A Conferência Episcopal das Filipinas determinou a leitura, em todas as missas dominicais do passado dia 5 de Fevereiro, de uma mensagem condenando, nos termos mais fortes, a prática que o actual poder vem consentindo (alguns dirão, vem encorajando) de execuções sumárias, extra-judiciais, de pessoas supostamente ligadas ao comércio da droga no País.

A análise da situação social e humana no País – que se degrada desde a eleição de Duterte – mereceu agora a condenação a mais formal por parte da Igreja.

Aprendemos todos que o primado da lei representou historicamente um momento vital de evolução das nossas sociedades.

Recair na arbitrariedade de acusações sem defesa e julgamentos fora da lei é voltar… a passos rápidos, à lei da selva.

 

A telenovela americana

A memória trai-me. Falar de líderes hoje é falar do que se passou nos States, a 20 de Janeiro último. E Interrompo tudo para ver cada novo episódio da telenovela americana! Exactamente como nos velhos tempos da Gabriela. Só que agora a televisão é a cores, sem o filtro do preto e branco…

E lá revejo as fotos do “maior” movimento de sempre, de apoio a um Presidente americano recém-eleito, onde estranhamente pude observar enormes clareiras, vazias de gente, fruto por certo da manipulação da perigosa oposição mediática.

É ainda Hillary, (ponho-me eu a ironizar ) essa “nasty woman”, como carinhosamente a tratou o amigo Donald, é Clinton por detrás da cortina, qual maléfica influência…

Mas lá estava a grande derrotada e vencedora ao mesmo tempo, com um sorriso oficial no rosto descolorido, a fazer das fraquezas forças e a festejar a vitória… do adversário! Não pude deixar de admirar!

Dos detalhes da cerimónia de posse de Trump, passo logo à seriedade do discurso inaugural, no puro estilo de comício, a que o candidato nos habituou.

Tal discurso confirmou – se necessário fosse!… – o calibre do líder com que a magia das urnas brindou os americanos. E o mundo, já agora…

Discurso virado para dentro, para a visão catastrófica de uma América que, certamente carente de soluções urgentes para muitos dos seus problemas, mais parecia um retrato do Biafra, do tempo da guerra civil na Nigéria.

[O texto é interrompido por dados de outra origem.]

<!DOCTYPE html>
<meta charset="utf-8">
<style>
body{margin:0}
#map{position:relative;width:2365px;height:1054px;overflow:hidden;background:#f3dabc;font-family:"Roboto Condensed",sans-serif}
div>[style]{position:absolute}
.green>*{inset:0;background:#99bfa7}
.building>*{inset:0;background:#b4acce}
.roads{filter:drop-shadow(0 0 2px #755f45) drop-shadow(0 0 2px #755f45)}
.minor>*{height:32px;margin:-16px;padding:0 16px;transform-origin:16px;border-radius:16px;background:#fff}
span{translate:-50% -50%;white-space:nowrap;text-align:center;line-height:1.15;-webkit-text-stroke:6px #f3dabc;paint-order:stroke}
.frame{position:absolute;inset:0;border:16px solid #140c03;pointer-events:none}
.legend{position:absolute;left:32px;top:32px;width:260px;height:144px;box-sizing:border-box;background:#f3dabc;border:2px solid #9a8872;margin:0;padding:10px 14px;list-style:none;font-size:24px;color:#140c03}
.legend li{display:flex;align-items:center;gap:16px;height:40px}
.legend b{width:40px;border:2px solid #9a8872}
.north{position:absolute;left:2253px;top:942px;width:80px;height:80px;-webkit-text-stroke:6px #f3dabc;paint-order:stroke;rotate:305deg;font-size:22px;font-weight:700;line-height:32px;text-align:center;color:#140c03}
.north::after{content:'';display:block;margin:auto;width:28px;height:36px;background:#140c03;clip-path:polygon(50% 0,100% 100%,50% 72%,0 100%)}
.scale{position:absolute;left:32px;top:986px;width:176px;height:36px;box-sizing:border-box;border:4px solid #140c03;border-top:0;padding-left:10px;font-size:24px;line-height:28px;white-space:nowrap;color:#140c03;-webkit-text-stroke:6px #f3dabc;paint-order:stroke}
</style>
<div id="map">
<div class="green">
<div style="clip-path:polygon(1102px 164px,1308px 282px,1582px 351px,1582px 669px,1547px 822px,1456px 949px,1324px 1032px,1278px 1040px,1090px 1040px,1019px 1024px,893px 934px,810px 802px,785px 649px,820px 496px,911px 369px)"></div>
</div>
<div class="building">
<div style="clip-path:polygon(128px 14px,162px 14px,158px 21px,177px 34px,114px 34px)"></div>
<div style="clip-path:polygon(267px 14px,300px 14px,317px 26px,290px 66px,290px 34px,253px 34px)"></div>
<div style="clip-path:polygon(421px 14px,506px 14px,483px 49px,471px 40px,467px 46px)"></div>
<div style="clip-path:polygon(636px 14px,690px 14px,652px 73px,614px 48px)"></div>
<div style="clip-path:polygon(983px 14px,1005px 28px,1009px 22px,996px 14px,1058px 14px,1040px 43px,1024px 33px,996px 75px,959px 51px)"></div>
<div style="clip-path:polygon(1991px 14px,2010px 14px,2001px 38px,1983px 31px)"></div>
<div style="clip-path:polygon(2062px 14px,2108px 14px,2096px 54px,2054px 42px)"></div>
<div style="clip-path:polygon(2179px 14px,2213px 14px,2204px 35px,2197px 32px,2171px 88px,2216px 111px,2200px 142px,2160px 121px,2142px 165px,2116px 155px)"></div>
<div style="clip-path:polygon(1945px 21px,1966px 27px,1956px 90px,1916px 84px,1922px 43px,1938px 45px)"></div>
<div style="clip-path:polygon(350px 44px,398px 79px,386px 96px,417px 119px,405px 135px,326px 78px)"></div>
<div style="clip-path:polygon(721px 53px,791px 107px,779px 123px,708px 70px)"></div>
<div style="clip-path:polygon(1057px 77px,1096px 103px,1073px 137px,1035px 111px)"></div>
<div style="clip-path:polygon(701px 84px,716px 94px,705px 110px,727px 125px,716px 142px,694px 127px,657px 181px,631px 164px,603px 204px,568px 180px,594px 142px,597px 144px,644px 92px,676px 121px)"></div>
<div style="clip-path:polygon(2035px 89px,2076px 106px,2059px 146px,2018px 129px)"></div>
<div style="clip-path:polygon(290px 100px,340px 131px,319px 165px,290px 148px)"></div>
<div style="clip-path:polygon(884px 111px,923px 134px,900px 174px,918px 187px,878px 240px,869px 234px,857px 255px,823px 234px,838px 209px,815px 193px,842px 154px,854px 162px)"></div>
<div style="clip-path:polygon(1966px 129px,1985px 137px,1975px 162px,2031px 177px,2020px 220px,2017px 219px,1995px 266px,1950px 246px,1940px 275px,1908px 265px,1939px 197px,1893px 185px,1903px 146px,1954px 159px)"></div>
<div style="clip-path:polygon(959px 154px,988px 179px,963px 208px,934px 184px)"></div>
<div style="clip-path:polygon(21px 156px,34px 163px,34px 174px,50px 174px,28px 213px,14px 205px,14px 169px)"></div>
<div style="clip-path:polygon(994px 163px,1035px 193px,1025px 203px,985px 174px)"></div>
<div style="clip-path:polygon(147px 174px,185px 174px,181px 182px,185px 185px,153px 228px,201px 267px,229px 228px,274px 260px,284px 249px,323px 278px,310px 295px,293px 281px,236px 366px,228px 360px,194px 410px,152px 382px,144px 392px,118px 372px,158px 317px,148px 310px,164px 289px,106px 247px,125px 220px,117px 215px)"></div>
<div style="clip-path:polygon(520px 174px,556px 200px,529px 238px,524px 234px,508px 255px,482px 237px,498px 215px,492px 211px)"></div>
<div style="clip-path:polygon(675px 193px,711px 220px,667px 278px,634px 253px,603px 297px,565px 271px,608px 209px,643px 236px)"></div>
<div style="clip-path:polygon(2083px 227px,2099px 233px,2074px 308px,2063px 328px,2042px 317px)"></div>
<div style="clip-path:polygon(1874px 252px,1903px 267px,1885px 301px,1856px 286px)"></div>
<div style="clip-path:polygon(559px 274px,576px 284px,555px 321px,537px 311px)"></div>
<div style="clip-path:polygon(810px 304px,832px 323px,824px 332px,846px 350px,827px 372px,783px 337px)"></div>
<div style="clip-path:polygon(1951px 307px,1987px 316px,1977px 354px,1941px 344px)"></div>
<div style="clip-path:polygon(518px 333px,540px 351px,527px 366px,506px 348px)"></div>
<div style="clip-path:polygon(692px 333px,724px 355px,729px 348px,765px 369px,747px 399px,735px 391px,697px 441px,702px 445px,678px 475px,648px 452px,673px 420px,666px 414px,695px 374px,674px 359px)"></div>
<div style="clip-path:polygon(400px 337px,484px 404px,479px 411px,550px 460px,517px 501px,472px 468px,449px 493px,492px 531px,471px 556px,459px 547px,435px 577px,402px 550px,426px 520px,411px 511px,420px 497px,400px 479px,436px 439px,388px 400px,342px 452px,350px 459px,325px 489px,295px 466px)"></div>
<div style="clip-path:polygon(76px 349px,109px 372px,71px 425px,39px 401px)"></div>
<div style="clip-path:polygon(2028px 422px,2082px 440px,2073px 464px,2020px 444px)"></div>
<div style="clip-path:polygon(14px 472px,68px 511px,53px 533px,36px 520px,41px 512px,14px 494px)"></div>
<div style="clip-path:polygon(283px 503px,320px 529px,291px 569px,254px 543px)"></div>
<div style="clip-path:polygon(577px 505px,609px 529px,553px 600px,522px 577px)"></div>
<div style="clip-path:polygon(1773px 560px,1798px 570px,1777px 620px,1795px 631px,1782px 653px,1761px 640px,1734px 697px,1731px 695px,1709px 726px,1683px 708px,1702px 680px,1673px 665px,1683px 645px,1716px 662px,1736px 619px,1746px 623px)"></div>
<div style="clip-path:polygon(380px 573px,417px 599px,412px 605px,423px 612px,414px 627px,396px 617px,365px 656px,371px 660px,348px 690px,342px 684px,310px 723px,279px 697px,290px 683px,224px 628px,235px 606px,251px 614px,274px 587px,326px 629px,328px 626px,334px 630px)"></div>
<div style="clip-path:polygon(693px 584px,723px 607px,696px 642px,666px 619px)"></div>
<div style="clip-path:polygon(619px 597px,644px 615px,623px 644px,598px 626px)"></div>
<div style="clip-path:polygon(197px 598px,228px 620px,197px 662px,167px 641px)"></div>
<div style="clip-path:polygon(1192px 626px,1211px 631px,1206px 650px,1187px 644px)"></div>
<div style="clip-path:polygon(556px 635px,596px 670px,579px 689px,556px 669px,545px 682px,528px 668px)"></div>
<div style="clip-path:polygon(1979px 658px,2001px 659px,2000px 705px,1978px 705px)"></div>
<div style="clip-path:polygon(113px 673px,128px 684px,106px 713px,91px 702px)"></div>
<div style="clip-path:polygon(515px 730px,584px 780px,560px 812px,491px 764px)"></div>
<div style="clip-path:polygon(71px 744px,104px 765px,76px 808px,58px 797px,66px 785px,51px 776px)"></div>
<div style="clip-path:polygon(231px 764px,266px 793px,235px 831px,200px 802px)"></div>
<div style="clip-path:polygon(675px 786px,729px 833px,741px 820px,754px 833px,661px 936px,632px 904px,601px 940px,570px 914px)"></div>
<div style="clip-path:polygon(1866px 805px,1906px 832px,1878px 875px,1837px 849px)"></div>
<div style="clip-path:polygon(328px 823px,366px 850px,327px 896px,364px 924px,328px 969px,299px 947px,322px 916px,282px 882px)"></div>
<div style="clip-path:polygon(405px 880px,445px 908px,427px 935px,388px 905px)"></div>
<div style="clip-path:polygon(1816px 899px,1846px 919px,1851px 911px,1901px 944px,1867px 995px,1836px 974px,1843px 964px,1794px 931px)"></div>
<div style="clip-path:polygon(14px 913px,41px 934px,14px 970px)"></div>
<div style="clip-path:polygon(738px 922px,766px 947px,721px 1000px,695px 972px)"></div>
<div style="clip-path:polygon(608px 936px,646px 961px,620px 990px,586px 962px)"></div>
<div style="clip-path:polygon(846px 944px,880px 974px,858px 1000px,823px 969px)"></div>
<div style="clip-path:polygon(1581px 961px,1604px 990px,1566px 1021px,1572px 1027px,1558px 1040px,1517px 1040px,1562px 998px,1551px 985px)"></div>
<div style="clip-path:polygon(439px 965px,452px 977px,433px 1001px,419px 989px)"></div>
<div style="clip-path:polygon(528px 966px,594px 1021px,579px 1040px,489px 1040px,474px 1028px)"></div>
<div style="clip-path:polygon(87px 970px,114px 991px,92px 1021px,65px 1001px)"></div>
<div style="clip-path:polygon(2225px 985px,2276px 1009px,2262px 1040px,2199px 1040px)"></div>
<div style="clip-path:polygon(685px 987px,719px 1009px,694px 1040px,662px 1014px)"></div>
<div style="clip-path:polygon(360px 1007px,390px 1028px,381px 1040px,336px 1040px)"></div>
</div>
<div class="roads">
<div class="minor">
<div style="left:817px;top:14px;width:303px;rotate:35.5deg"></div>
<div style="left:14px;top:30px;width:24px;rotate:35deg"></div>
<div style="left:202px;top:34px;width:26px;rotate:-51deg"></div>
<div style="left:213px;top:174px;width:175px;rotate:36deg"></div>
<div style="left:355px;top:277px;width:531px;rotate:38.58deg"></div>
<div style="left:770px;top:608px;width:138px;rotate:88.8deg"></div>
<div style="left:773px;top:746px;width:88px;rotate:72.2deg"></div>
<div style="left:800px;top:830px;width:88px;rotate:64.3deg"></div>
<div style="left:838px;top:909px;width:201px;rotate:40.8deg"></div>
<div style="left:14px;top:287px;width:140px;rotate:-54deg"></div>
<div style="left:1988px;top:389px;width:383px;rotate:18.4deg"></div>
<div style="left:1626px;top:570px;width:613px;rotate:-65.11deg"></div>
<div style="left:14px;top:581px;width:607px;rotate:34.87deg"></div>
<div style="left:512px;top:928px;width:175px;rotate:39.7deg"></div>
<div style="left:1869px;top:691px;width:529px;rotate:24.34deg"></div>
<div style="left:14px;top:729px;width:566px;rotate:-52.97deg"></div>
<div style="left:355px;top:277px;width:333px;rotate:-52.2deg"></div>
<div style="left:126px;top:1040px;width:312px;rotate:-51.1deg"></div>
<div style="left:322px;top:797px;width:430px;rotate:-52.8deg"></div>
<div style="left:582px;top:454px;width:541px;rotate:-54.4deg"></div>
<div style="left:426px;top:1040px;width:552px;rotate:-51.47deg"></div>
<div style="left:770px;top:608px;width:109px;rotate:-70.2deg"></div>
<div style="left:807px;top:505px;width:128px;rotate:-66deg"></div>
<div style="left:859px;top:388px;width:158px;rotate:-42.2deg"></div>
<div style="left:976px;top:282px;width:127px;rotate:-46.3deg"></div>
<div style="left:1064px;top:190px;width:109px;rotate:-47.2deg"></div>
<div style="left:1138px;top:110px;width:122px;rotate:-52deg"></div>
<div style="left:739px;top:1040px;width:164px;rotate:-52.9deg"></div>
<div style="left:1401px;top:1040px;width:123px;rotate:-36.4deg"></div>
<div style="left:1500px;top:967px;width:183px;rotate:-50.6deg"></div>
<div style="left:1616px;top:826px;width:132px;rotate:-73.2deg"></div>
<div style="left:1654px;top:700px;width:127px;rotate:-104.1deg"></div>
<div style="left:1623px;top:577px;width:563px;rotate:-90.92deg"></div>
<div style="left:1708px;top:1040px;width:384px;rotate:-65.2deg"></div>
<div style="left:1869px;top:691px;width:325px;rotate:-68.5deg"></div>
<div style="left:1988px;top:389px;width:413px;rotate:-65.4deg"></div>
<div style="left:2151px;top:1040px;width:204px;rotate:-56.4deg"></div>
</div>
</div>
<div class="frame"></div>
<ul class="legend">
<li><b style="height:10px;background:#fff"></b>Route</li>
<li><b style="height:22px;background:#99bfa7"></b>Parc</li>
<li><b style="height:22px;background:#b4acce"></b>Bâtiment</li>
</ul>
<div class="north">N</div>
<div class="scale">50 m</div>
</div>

Exagerastes, pá! Apeteceu-me tweetar a Donald… Carregastes nas cores só para fazer efeito!

Ouvir os dislates presidenciais, imediatamente depois do juramento, foi o último sacrifício pedido a Obama, impassível, mas certamente a pensar já nas suas férias! E em como se havia de rir, ao lado da sua simpática Michelle, ambos diante da televisão, seguindo atentamente as primeiras horas e dias da NEDO – a Nova Era Depois de Obama…

Faltou tudo no discurso de posse: a altura do estadista, o sentido de respeito e unidade para com quem não votou nele… e foi “só” a maioria; o reconforto a dar a amigos estrangeiros; e a promessa de cooperação para com aqueles que o são menos. Ou que, na sua “imensa sabedoria”, designou como alvos preferenciais.

No dia seguinte, os comentários do seu porta-voz, no primeiro encontro com os media, foram… um desastre! Ficará na História desta presidência o novíssimo conceito de “factos alternativos”, isto é, a versão Trump da nova era Trump. E pronto!